When it comes to celebrities, the media usually focuses on their extreme extravagances, such as Kim Kardashian's wedding, or their outrageous arguments as in the "Real Housewives." But in a rare example of shining the spotlight on positive news, stars stepping up to take the ALS Ice Bucket Challenge and help raise money to fight Lou Gehrig’s disease are receiving attention. The newest willing victim of the challenge is Jennifer Aniston, reported Us Weekly on Aug. 24.
Jennifer accepted the challenge from her fiance and posted a video of her decision to donate as well as endure the ice bath. "Hi, I'm Jennifer Aniston and I accept this ALS Ice Bucket Challenge from Justin Theroux," she said. "I'm going to make a huge ginormous donation and so should you."
The ALS Ice Bucket Challenge originally was intended to give people a choice. They could either take the challenge or donate. But most celebrities are choosing to do both.
Justin helped Jennifer complete the challenge by pouring the ice water over her head. She nominated Courteney Cox and Chelsea Handler to take the challenge next, reported E News on Aug. 24.
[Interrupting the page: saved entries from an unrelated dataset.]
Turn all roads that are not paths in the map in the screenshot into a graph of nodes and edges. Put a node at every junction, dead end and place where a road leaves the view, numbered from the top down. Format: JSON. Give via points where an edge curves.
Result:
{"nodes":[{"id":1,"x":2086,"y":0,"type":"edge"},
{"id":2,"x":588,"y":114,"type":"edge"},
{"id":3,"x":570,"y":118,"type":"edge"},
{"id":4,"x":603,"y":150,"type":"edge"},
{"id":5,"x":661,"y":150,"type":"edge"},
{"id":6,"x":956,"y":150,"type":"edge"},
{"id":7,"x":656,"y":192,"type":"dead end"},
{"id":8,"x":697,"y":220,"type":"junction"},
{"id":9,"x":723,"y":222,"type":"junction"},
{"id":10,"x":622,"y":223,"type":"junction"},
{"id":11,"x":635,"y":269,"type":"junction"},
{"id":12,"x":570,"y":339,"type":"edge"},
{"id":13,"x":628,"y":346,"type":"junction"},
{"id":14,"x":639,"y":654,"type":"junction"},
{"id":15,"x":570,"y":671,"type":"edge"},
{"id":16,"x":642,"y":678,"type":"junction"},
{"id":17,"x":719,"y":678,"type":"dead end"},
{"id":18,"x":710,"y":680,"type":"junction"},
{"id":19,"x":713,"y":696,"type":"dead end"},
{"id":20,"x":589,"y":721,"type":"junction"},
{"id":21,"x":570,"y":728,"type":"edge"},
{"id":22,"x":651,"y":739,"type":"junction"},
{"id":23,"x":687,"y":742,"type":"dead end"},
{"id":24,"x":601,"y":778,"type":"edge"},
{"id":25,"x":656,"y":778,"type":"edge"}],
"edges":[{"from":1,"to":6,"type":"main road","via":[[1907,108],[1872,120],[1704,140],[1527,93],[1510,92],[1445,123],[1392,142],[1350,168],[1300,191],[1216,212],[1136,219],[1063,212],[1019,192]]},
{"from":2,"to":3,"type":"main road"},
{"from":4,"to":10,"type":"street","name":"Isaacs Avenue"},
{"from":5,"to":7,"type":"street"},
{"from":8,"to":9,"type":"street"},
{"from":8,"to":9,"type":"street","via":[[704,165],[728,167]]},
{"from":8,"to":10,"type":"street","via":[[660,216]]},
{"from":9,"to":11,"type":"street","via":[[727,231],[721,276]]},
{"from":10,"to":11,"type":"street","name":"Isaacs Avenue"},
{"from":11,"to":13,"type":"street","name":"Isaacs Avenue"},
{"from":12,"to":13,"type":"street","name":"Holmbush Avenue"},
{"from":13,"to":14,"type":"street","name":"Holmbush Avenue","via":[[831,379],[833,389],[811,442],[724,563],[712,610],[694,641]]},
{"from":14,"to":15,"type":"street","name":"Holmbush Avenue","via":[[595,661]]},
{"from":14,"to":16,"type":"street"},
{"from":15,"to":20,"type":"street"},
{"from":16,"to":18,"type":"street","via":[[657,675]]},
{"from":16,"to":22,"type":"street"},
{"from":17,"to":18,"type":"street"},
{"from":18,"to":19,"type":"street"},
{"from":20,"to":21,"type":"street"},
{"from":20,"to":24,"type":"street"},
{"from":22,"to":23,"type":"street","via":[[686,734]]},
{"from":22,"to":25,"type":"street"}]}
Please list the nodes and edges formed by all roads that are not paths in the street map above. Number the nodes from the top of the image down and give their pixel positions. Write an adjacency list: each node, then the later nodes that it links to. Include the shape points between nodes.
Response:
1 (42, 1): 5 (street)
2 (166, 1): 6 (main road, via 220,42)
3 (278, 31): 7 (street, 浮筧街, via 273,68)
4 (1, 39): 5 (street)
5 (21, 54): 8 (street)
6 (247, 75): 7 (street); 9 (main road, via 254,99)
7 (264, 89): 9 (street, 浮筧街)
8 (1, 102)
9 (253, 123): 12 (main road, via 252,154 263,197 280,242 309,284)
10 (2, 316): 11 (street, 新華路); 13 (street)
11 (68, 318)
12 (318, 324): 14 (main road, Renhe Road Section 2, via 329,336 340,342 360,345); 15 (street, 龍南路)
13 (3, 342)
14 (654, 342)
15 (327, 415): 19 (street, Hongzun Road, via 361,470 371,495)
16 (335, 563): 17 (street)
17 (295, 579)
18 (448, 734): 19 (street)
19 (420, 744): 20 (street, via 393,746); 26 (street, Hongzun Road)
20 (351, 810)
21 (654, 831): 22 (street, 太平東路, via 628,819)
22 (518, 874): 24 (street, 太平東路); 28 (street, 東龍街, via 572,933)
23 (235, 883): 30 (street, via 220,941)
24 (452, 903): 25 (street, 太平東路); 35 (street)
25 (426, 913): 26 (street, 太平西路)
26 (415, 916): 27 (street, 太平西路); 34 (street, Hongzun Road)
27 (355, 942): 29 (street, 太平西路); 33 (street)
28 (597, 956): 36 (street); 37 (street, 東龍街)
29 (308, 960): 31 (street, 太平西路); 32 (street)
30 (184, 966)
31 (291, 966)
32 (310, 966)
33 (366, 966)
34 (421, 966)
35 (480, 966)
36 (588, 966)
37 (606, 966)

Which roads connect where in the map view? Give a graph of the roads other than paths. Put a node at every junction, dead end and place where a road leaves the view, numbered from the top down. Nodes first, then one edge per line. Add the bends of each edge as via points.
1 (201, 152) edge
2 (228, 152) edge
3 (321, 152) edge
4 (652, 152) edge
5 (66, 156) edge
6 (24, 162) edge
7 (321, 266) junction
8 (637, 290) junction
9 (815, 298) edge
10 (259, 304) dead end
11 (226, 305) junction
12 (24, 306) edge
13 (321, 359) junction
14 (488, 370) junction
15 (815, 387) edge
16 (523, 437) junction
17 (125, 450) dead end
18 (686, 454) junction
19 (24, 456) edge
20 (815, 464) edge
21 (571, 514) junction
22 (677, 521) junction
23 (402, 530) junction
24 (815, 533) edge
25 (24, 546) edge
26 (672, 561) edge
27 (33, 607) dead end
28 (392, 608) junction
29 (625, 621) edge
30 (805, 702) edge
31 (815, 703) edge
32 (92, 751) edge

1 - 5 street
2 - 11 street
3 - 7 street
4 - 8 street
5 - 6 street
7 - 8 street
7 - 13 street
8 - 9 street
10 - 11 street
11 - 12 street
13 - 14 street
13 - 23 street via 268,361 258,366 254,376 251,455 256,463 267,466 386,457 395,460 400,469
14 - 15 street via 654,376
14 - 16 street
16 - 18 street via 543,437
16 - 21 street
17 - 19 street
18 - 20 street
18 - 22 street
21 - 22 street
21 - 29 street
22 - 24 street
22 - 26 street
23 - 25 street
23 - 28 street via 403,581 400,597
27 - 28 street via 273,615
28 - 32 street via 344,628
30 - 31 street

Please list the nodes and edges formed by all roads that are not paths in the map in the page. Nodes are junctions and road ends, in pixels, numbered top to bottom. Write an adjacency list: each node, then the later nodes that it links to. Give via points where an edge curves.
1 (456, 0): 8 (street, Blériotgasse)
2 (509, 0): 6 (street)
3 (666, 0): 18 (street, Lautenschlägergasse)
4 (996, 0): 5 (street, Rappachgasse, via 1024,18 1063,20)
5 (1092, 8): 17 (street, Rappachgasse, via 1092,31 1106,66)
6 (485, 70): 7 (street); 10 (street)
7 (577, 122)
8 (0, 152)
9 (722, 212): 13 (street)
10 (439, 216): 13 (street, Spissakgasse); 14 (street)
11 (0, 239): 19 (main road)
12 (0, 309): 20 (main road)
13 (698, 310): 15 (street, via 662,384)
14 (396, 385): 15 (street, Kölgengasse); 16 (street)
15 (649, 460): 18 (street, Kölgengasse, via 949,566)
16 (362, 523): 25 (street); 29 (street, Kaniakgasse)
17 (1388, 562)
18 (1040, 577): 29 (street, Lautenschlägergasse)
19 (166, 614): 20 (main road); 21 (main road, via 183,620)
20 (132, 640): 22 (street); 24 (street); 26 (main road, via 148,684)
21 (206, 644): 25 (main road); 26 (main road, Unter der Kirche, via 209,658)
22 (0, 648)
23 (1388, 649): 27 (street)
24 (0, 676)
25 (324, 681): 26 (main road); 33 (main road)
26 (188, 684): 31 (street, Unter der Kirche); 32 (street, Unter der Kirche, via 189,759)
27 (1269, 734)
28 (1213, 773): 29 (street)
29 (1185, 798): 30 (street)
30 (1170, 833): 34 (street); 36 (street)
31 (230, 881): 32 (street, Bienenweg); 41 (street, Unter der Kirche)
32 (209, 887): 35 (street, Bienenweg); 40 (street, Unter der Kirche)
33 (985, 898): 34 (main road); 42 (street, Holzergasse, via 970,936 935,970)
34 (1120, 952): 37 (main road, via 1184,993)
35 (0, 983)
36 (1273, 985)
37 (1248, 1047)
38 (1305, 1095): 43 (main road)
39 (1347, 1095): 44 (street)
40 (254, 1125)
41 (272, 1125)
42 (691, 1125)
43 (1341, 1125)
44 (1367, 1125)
Ranked as the most viral campaign to raise money and awareness for a health cause, the ALS Ice Bucket Challenge was also taken by Justin. He said he nominated Jennifer "because she's not here with me to see this" as his friend Jason Bateman soaked him complete.
The ALS Association has received $70.2 million in donations compared to $2.5 million during the same time period last year (July 29 to August 24), said the organization in an Aug. 24 announcement. These donations have come from existing donors and 1.3 million new donors to The Association.
Other celebrities who have taken the challenge include Reese Witherspoon, Tom Hanks, Harry Styles, Olivia Wilde, Gwyneth Paltrow, Chris Martin, Benedict Cumberbatch, Tom Hiddleston and Taylor Swift. They are among the 1.7 million new donors to the association.
Amyotrophic lateral sclerosis (ALS) is categorized as a progressive neurodegenerative disease. Because it attacks nerve cells and pathways in the brain and spinal cord, patients become paralyzed as the disease spreads. More than 5,600 people are diagnosed with ALS annually.
Although the average life expectancy of an ALS patient is two to five years from the initial diagnosis, the newest research discoveries and medical advancements have made a difference. Up to 10 percent now live more than 10 years.